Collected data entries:
•••
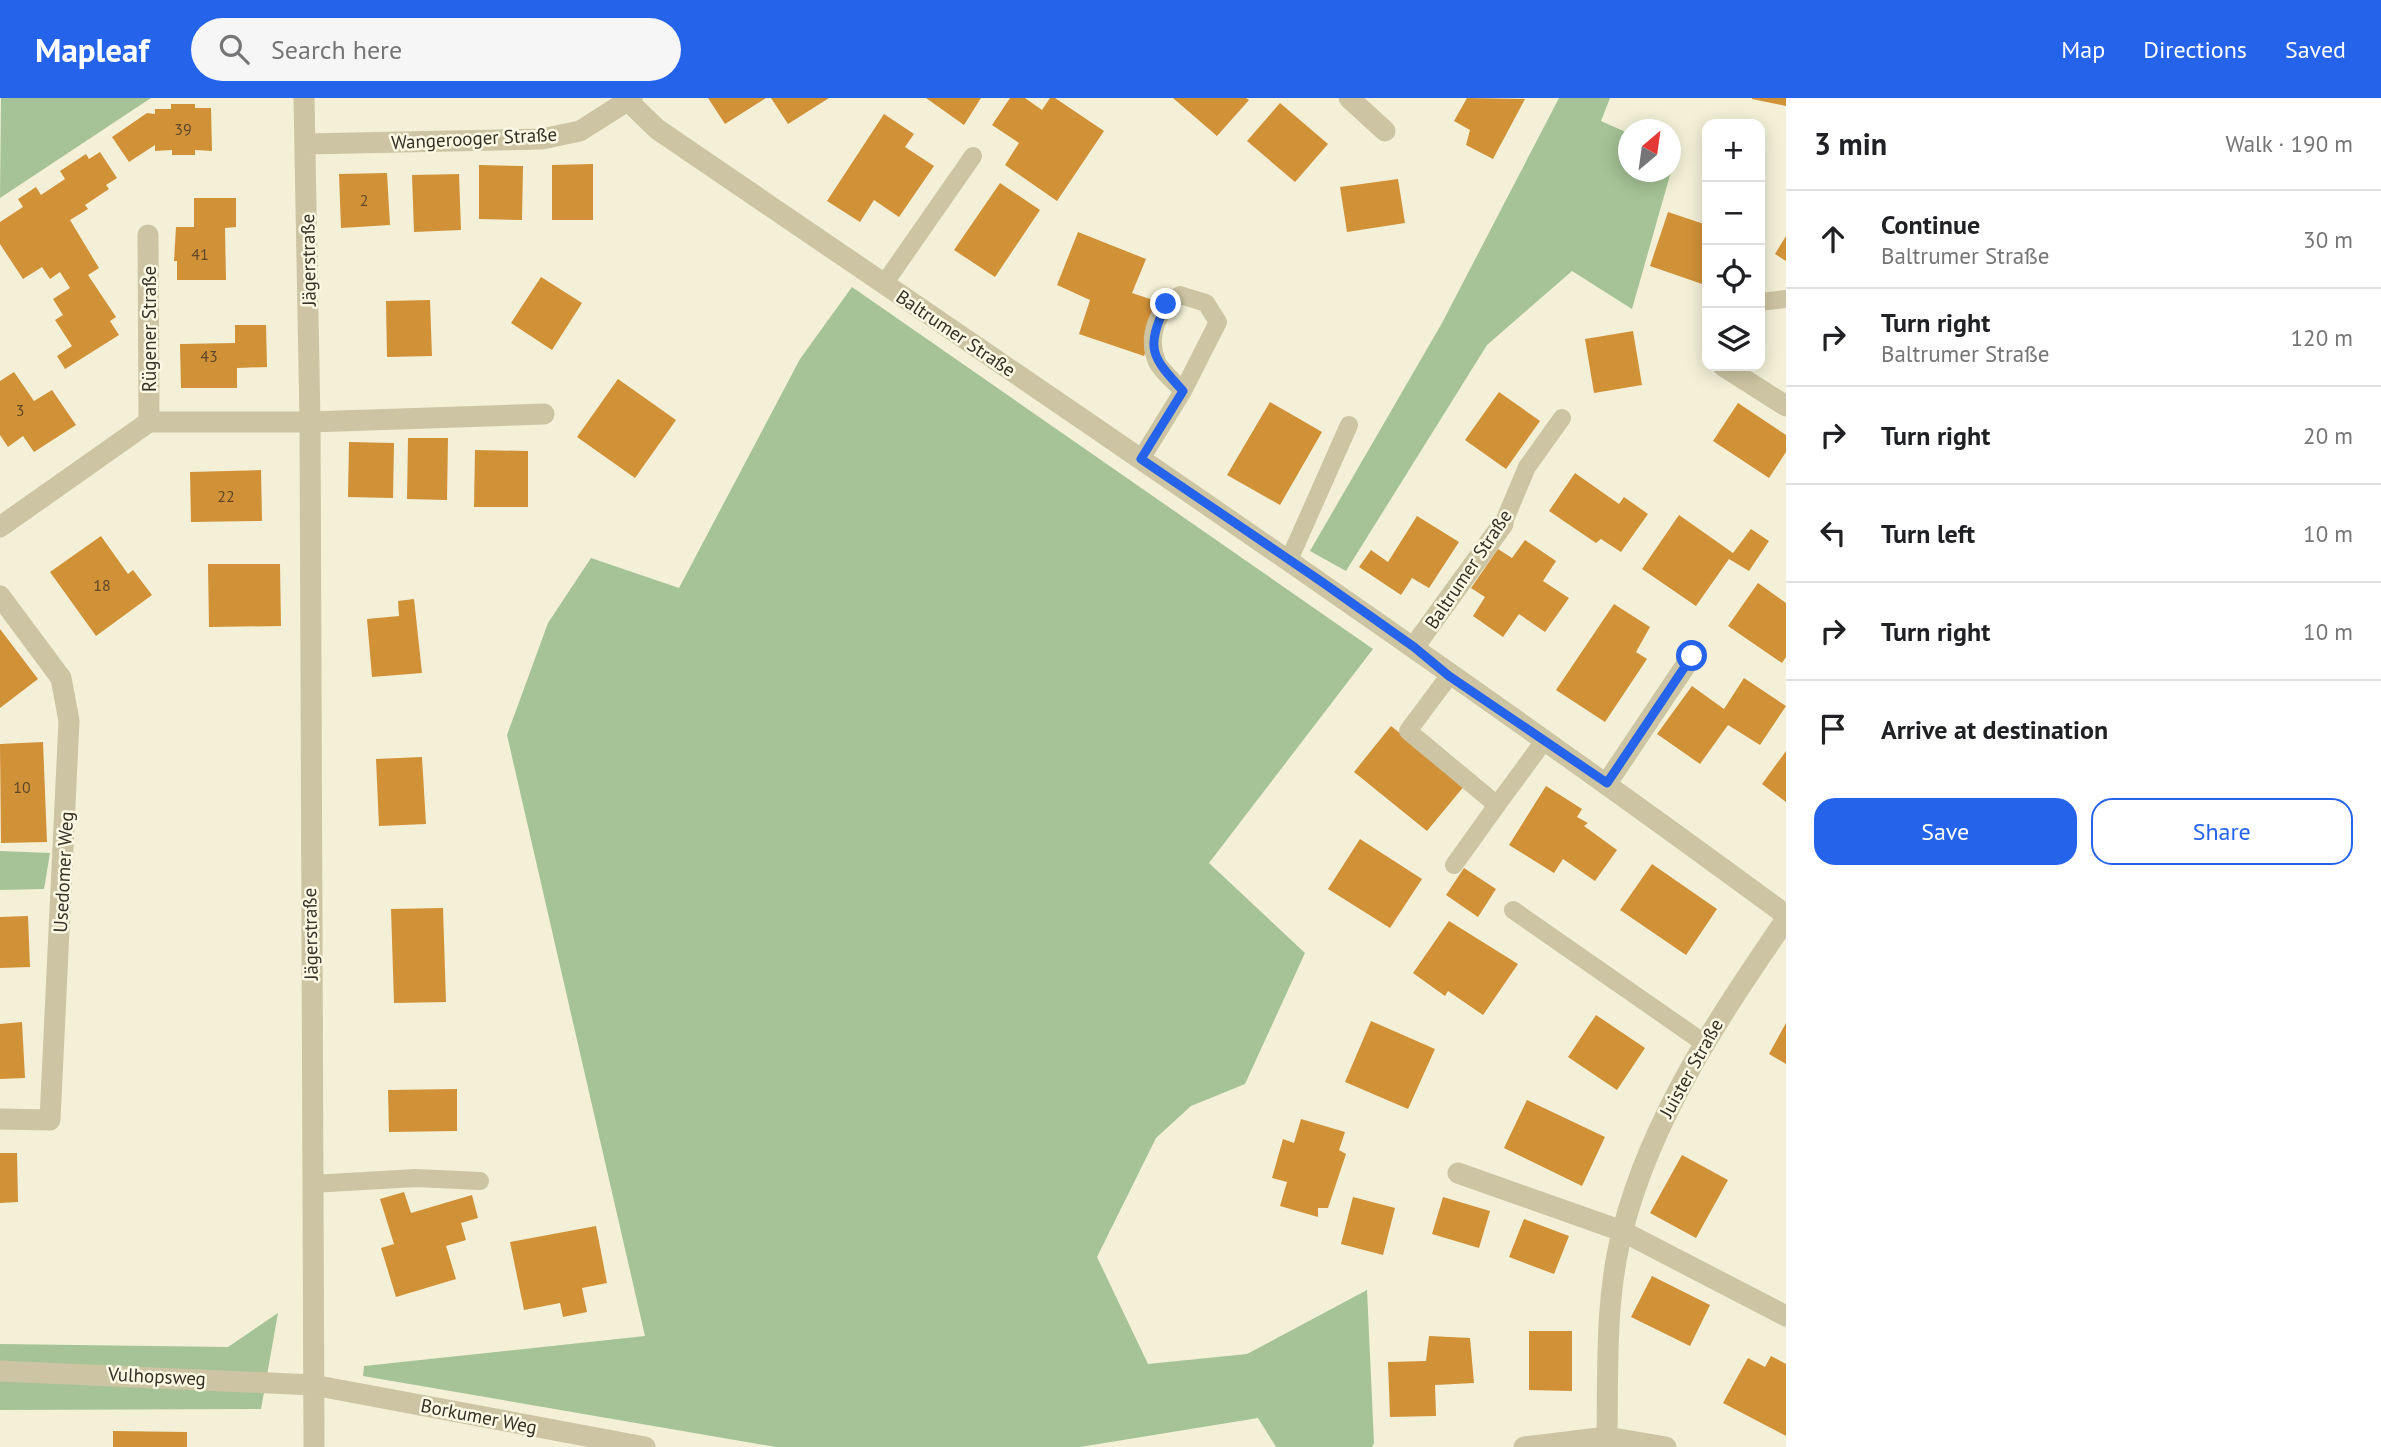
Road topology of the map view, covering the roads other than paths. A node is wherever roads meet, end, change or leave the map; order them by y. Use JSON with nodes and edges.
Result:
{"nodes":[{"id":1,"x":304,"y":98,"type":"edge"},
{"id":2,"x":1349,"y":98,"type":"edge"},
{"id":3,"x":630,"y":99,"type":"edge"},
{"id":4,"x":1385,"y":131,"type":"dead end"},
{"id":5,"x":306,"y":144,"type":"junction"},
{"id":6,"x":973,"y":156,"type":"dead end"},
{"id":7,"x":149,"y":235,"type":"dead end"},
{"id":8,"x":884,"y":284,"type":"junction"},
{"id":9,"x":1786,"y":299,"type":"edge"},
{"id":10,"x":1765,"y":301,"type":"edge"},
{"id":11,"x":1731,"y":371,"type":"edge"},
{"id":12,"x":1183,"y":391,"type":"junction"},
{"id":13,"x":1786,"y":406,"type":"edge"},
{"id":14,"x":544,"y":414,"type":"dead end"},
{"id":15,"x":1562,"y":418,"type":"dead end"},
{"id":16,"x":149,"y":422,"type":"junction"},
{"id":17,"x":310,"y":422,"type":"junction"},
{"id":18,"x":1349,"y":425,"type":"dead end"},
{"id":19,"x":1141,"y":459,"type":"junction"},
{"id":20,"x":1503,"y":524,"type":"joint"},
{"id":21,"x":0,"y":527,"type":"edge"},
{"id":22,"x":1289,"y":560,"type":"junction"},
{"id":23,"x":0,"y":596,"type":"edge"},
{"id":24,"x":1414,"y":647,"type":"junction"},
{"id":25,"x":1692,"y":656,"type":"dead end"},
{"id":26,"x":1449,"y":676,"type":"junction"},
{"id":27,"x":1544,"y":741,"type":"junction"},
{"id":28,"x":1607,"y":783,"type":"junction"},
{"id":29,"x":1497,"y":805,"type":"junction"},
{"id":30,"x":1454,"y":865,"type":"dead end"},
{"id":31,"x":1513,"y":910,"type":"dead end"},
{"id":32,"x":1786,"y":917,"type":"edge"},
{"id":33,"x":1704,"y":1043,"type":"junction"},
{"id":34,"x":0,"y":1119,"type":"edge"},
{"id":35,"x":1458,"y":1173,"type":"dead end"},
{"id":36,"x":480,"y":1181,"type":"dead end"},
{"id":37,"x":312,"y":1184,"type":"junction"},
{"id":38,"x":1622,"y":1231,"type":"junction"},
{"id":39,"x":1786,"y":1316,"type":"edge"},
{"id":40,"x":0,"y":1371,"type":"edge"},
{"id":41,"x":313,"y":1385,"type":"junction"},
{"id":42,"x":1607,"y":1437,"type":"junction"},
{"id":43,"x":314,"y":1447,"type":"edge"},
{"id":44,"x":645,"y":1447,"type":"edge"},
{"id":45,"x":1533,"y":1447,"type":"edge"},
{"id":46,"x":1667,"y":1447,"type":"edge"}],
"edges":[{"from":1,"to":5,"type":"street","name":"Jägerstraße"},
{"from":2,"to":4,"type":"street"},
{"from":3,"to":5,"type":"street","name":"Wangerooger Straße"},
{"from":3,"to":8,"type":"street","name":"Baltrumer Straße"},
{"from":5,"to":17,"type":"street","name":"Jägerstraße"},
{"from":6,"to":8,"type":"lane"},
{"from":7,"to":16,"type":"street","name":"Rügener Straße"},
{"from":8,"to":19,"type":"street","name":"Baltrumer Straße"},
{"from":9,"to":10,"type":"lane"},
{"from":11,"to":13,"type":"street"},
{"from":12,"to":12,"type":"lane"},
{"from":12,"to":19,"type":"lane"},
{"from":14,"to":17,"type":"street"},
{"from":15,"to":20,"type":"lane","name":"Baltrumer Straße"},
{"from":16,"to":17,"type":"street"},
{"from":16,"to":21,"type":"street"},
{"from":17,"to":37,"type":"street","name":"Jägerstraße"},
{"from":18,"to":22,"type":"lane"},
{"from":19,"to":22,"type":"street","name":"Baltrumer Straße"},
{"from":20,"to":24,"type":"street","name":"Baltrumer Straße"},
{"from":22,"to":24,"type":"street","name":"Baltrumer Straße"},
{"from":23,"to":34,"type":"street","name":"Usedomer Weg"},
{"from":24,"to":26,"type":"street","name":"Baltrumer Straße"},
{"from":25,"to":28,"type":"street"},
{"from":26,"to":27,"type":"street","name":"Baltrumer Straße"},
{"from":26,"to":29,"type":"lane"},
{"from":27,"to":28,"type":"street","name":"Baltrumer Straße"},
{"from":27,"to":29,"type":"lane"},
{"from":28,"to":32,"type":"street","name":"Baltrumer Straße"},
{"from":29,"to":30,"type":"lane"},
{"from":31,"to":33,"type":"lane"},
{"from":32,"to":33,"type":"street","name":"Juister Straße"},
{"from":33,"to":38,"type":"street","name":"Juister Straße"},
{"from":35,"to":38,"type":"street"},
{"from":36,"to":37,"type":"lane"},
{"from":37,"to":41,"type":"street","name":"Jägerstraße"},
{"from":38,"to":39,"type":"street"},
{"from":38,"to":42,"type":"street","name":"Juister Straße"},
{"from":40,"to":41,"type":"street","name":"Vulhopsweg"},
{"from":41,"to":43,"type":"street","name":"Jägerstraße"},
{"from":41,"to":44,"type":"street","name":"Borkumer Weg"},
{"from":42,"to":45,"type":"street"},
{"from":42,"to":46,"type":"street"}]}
•••
Before copying, set the pictures aside; then reproduce each entry above exactly.

Road topology of the map view, covering the roads other than paths. A node is wherever roads meet, end, change or leave the map; order them by y. Use JSON with nodes and edges.
Result:
{"nodes":[{"id":1,"x":304,"y":98,"type":"edge"},
{"id":2,"x":1349,"y":98,"type":"edge"},
{"id":3,"x":630,"y":99,"type":"edge"},
{"id":4,"x":1385,"y":131,"type":"dead end"},
{"id":5,"x":306,"y":144,"type":"junction"},
{"id":6,"x":973,"y":156,"type":"dead end"},
{"id":7,"x":149,"y":235,"type":"dead end"},
{"id":8,"x":884,"y":284,"type":"junction"},
{"id":9,"x":1786,"y":299,"type":"edge"},
{"id":10,"x":1765,"y":301,"type":"edge"},
{"id":11,"x":1731,"y":371,"type":"edge"},
{"id":12,"x":1183,"y":391,"type":"junction"},
{"id":13,"x":1786,"y":406,"type":"edge"},
{"id":14,"x":544,"y":414,"type":"dead end"},
{"id":15,"x":1562,"y":418,"type":"dead end"},
{"id":16,"x":149,"y":422,"type":"junction"},
{"id":17,"x":310,"y":422,"type":"junction"},
{"id":18,"x":1349,"y":425,"type":"dead end"},
{"id":19,"x":1141,"y":459,"type":"junction"},
{"id":20,"x":1503,"y":524,"type":"joint"},
{"id":21,"x":0,"y":527,"type":"edge"},
{"id":22,"x":1289,"y":560,"type":"junction"},
{"id":23,"x":0,"y":596,"type":"edge"},
{"id":24,"x":1414,"y":647,"type":"junction"},
{"id":25,"x":1692,"y":656,"type":"dead end"},
{"id":26,"x":1449,"y":676,"type":"junction"},
{"id":27,"x":1544,"y":741,"type":"junction"},
{"id":28,"x":1607,"y":783,"type":"junction"},
{"id":29,"x":1497,"y":805,"type":"junction"},
{"id":30,"x":1454,"y":865,"type":"dead end"},
{"id":31,"x":1513,"y":910,"type":"dead end"},
{"id":32,"x":1786,"y":917,"type":"edge"},
{"id":33,"x":1704,"y":1043,"type":"junction"},
{"id":34,"x":0,"y":1119,"type":"edge"},
{"id":35,"x":1458,"y":1173,"type":"dead end"},
{"id":36,"x":480,"y":1181,"type":"dead end"},
{"id":37,"x":312,"y":1184,"type":"junction"},
{"id":38,"x":1622,"y":1231,"type":"junction"},
{"id":39,"x":1786,"y":1316,"type":"edge"},
{"id":40,"x":0,"y":1371,"type":"edge"},
{"id":41,"x":313,"y":1385,"type":"junction"},
{"id":42,"x":1607,"y":1437,"type":"junction"},
{"id":43,"x":314,"y":1447,"type":"edge"},
{"id":44,"x":645,"y":1447,"type":"edge"},
{"id":45,"x":1533,"y":1447,"type":"edge"},
{"id":46,"x":1667,"y":1447,"type":"edge"}],
"edges":[{"from":1,"to":5,"type":"street","name":"Jägerstraße"},
{"from":2,"to":4,"type":"street"},
{"from":3,"to":5,"type":"street","name":"Wangerooger Straße"},
{"from":3,"to":8,"type":"street","name":"Baltrumer Straße"},
{"from":5,"to":17,"type":"street","name":"Jägerstraße"},
{"from":6,"to":8,"type":"lane"},
{"from":7,"to":16,"type":"street","name":"Rügener Straße"},
{"from":8,"to":19,"type":"street","name":"Baltrumer Straße"},
{"from":9,"to":10,"type":"lane"},
{"from":11,"to":13,"type":"street"},
{"from":12,"to":12,"type":"lane"},
{"from":12,"to":19,"type":"lane"},
{"from":14,"to":17,"type":"street"},
{"from":15,"to":20,"type":"lane","name":"Baltrumer Straße"},
{"from":16,"to":17,"type":"street"},
{"from":16,"to":21,"type":"street"},
{"from":17,"to":37,"type":"street","name":"Jägerstraße"},
{"from":18,"to":22,"type":"lane"},
{"from":19,"to":22,"type":"street","name":"Baltrumer Straße"},
{"from":20,"to":24,"type":"street","name":"Baltrumer Straße"},
{"from":22,"to":24,"type":"street","name":"Baltrumer Straße"},
{"from":23,"to":34,"type":"street","name":"Usedomer Weg"},
{"from":24,"to":26,"type":"street","name":"Baltrumer Straße"},
{"from":25,"to":28,"type":"street"},
{"from":26,"to":27,"type":"street","name":"Baltrumer Straße"},
{"from":26,"to":29,"type":"lane"},
{"from":27,"to":28,"type":"street","name":"Baltrumer Straße"},
{"from":27,"to":29,"type":"lane"},
{"from":28,"to":32,"type":"street","name":"Baltrumer Straße"},
{"from":29,"to":30,"type":"lane"},
{"from":31,"to":33,"type":"lane"},
{"from":32,"to":33,"type":"street","name":"Juister Straße"},
{"from":33,"to":38,"type":"street","name":"Juister Straße"},
{"from":35,"to":38,"type":"street"},
{"from":36,"to":37,"type":"lane"},
{"from":37,"to":41,"type":"street","name":"Jägerstraße"},
{"from":38,"to":39,"type":"street"},
{"from":38,"to":42,"type":"street","name":"Juister Straße"},
{"from":40,"to":41,"type":"street","name":"Vulhopsweg"},
{"from":41,"to":43,"type":"street","name":"Jägerstraße"},
{"from":41,"to":44,"type":"street","name":"Borkumer Weg"},
{"from":42,"to":45,"type":"street"},
{"from":42,"to":46,"type":"street"}]}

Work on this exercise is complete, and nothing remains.